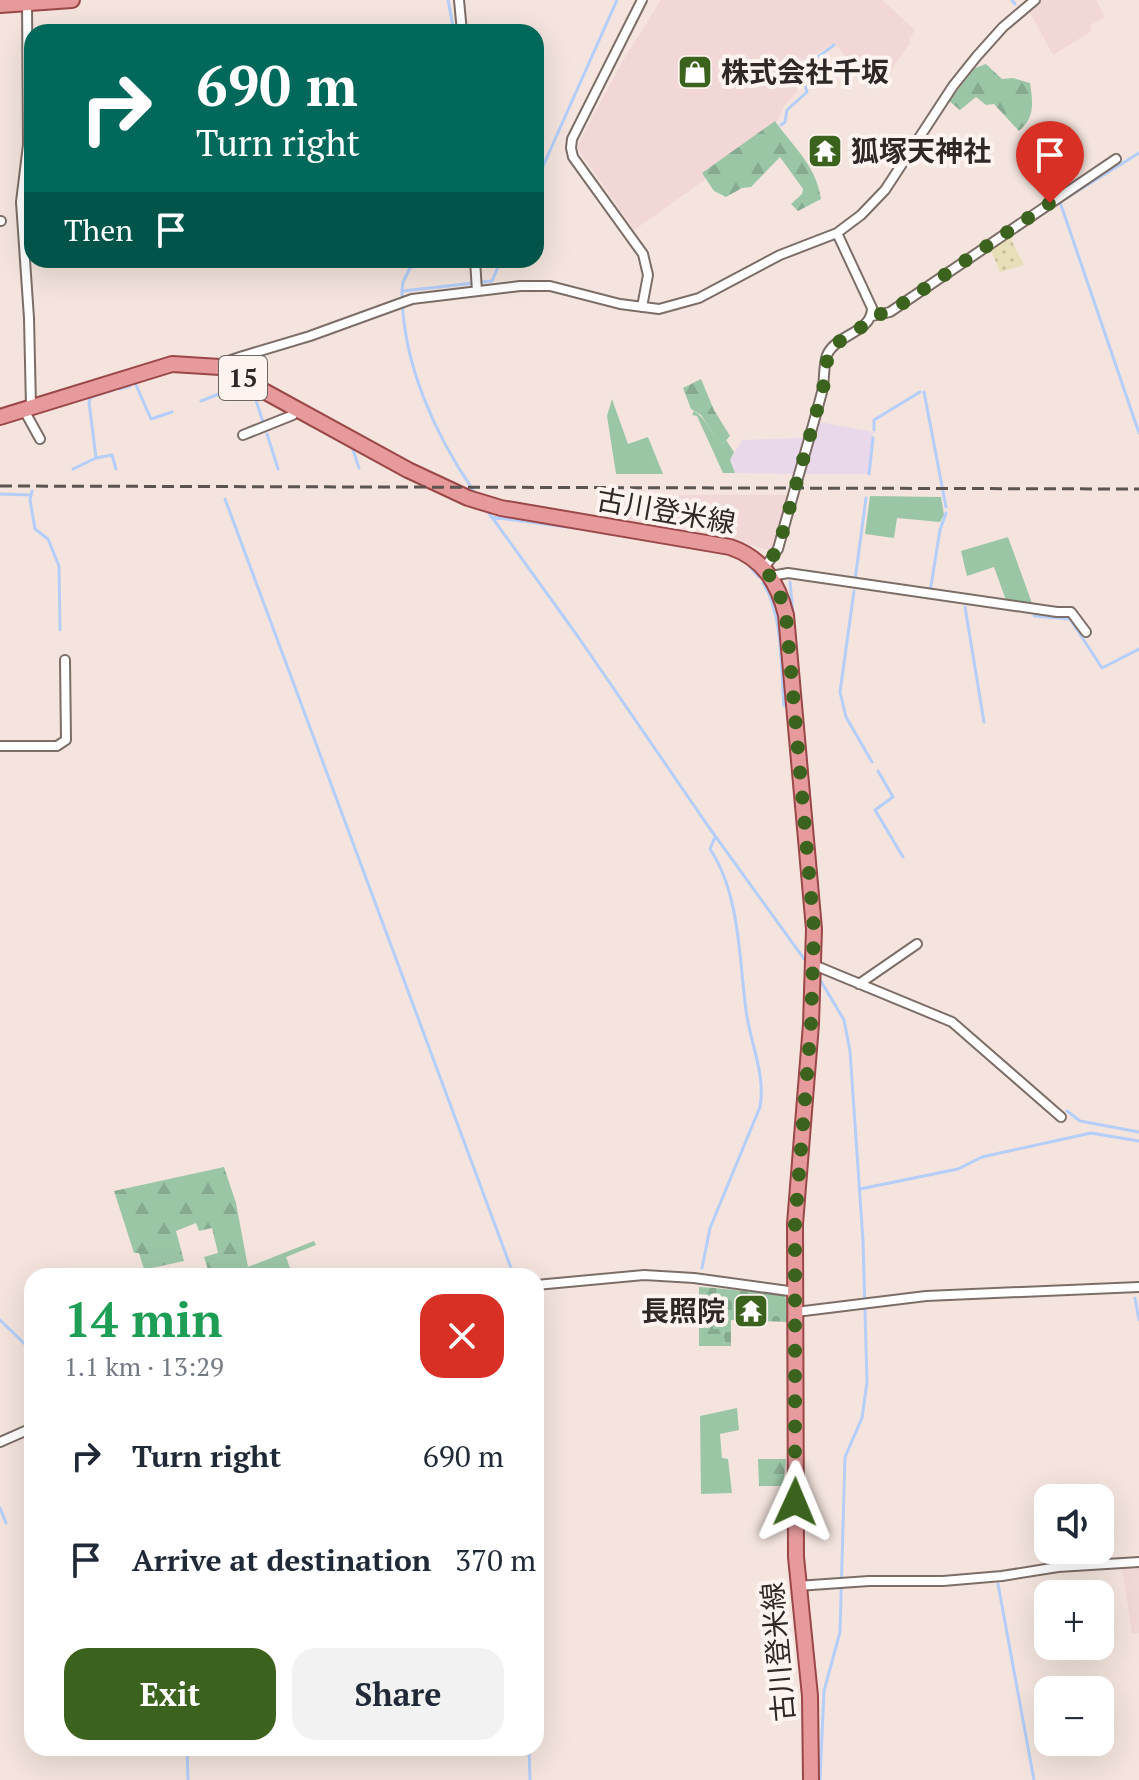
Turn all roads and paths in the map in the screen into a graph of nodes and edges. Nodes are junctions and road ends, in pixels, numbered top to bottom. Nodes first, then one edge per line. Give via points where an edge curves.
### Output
1 (72, 0) edge
2 (459, 0) edge
3 (642, 0) edge
4 (1035, 0) edge
5 (27, 1) edge
6 (0, 5) edge
7 (27, 24) edge
8 (461, 24) edge
9 (1116, 159) dead end
10 (24, 178) edge
11 (837, 233) junction
12 (24, 246) edge
13 (26, 268) edge
14 (476, 268) edge
15 (477, 290) junction
16 (642, 307) junction
17 (872, 316) junction
18 (224, 368) junction
19 (297, 408) junction
20 (27, 409) junction
21 (0, 417) edge
22 (243, 435) dead end
23 (40, 439) dead end
24 (768, 572) junction
25 (1086, 632) dead end
26 (65, 660) dead end
27 (0, 746) edge
28 (917, 944) dead end
29 (814, 970) junction
30 (859, 984) junction
31 (1061, 1117) dead end
32 (544, 1284) edge
33 (1139, 1287) edge
34 (796, 1292) junction
35 (796, 1312) junction
36 (24, 1432) edge
37 (0, 1442) edge
38 (1139, 1562) edge
39 (797, 1586) junction
40 (811, 1780) edge

1 - 5 main road
2 - 8 street
3 - 16 street via 571,148 643,254 648,275
4 - 11 street via 1003,27 953,86 875,202
5 - 6 main road
5 - 7 street
9 - 17 street via 890,312
10 - 12 street
11 - 16 street via 780,255 699,298 659,309
11 - 17 street
13 - 20 street
14 - 15 street
15 - 16 street via 550,286
15 - 18 street via 396,304 231,360
17 - 24 street via 828,354 823,389
18 - 19 main road, 古川登米線 / 15
18 - 20 main road, 古川登米線 / 15 via 172,364
19 - 22 street via 293,415
19 - 24 main road, 古川登米線 / 15 via 468,498 498,508 730,547
20 - 21 main road, 古川登米線 / 15
20 - 23 street
24 - 25 street via 1071,612
24 - 29 main road, 古川登米線 via 786,615 811,878
26 - 27 street via 66,740 57,746
28 - 30 street
29 - 30 street
29 - 34 main road, 古川登米線 via 797,1187
30 - 31 street via 952,1022
32 - 34 street via 644,1275
33 - 35 street via 926,1296
34 - 35 main road, 古川登米線
35 - 39 main road, 古川登米線
36 - 37 street
38 - 39 street via 943,1581
39 - 40 main road, 古川登米線 via 810,1696

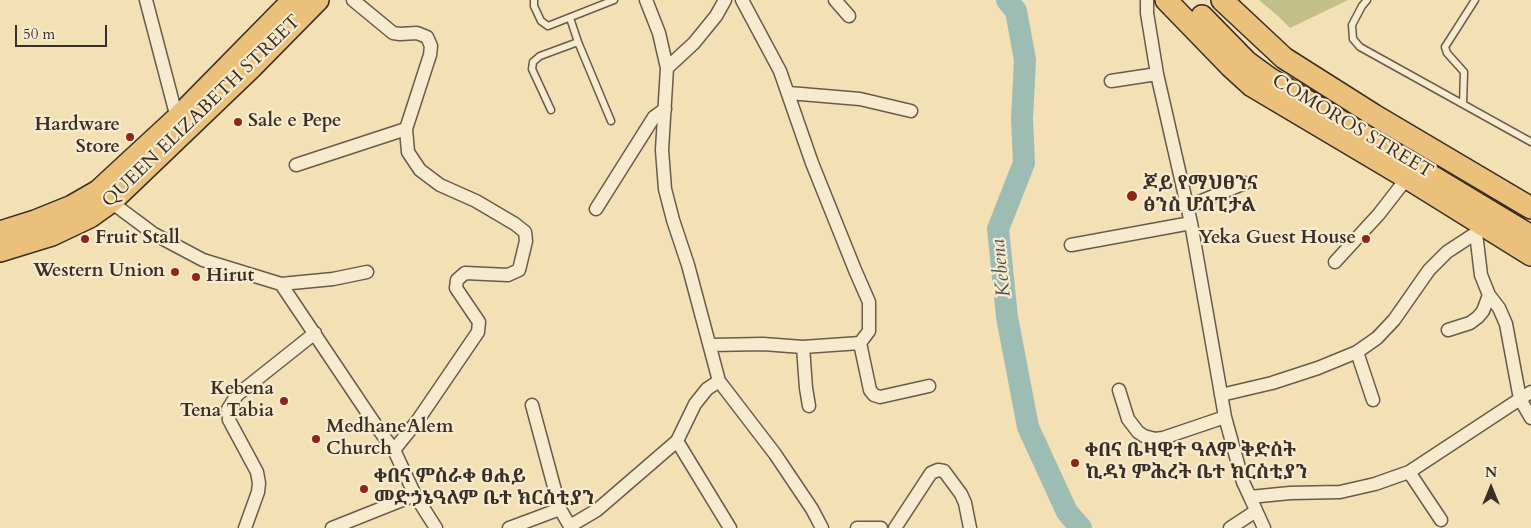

════════════════════

### The problem
Your copy should match every entry above exactly and contain no pictures.

### Exercise result
Turn all roads and paths in the map in the screen into a graph of nodes and edges. Nodes are junctions and road ends, in pixels, numbered top to bottom. Nodes first, then one edge per line. Give via points where an edge curves.
### Output
1 (72, 0) edge
2 (459, 0) edge
3 (642, 0) edge
4 (1035, 0) edge
5 (27, 1) edge
6 (0, 5) edge
7 (27, 24) edge
8 (461, 24) edge
9 (1116, 159) dead end
10 (24, 178) edge
11 (837, 233) junction
12 (24, 246) edge
13 (26, 268) edge
14 (476, 268) edge
15 (477, 290) junction
16 (642, 307) junction
17 (872, 316) junction
18 (224, 368) junction
19 (297, 408) junction
20 (27, 409) junction
21 (0, 417) edge
22 (243, 435) dead end
23 (40, 439) dead end
24 (768, 572) junction
25 (1086, 632) dead end
26 (65, 660) dead end
27 (0, 746) edge
28 (917, 944) dead end
29 (814, 970) junction
30 (859, 984) junction
31 (1061, 1117) dead end
32 (544, 1284) edge
33 (1139, 1287) edge
34 (796, 1292) junction
35 (796, 1312) junction
36 (24, 1432) edge
37 (0, 1442) edge
38 (1139, 1562) edge
39 (797, 1586) junction
40 (811, 1780) edge

1 - 5 main road
2 - 8 street
3 - 16 street via 571,148 643,254 648,275
4 - 11 street via 1003,27 953,86 875,202
5 - 6 main road
5 - 7 street
9 - 17 street via 890,312
10 - 12 street
11 - 16 street via 780,255 699,298 659,309
11 - 17 street
13 - 20 street
14 - 15 street
15 - 16 street via 550,286
15 - 18 street via 396,304 231,360
17 - 24 street via 828,354 823,389
18 - 19 main road, 古川登米線 / 15
18 - 20 main road, 古川登米線 / 15 via 172,364
19 - 22 street via 293,415
19 - 24 main road, 古川登米線 / 15 via 468,498 498,508 730,547
20 - 21 main road, 古川登米線 / 15
20 - 23 street
24 - 25 street via 1071,612
24 - 29 main road, 古川登米線 via 786,615 811,878
26 - 27 street via 66,740 57,746
28 - 30 street
29 - 30 street
29 - 34 main road, 古川登米線 via 797,1187
30 - 31 street via 952,1022
32 - 34 street via 644,1275
33 - 35 street via 926,1296
34 - 35 main road, 古川登米線
35 - 39 main road, 古川登米線
36 - 37 street
38 - 39 street via 943,1581
39 - 40 main road, 古川登米線 via 810,1696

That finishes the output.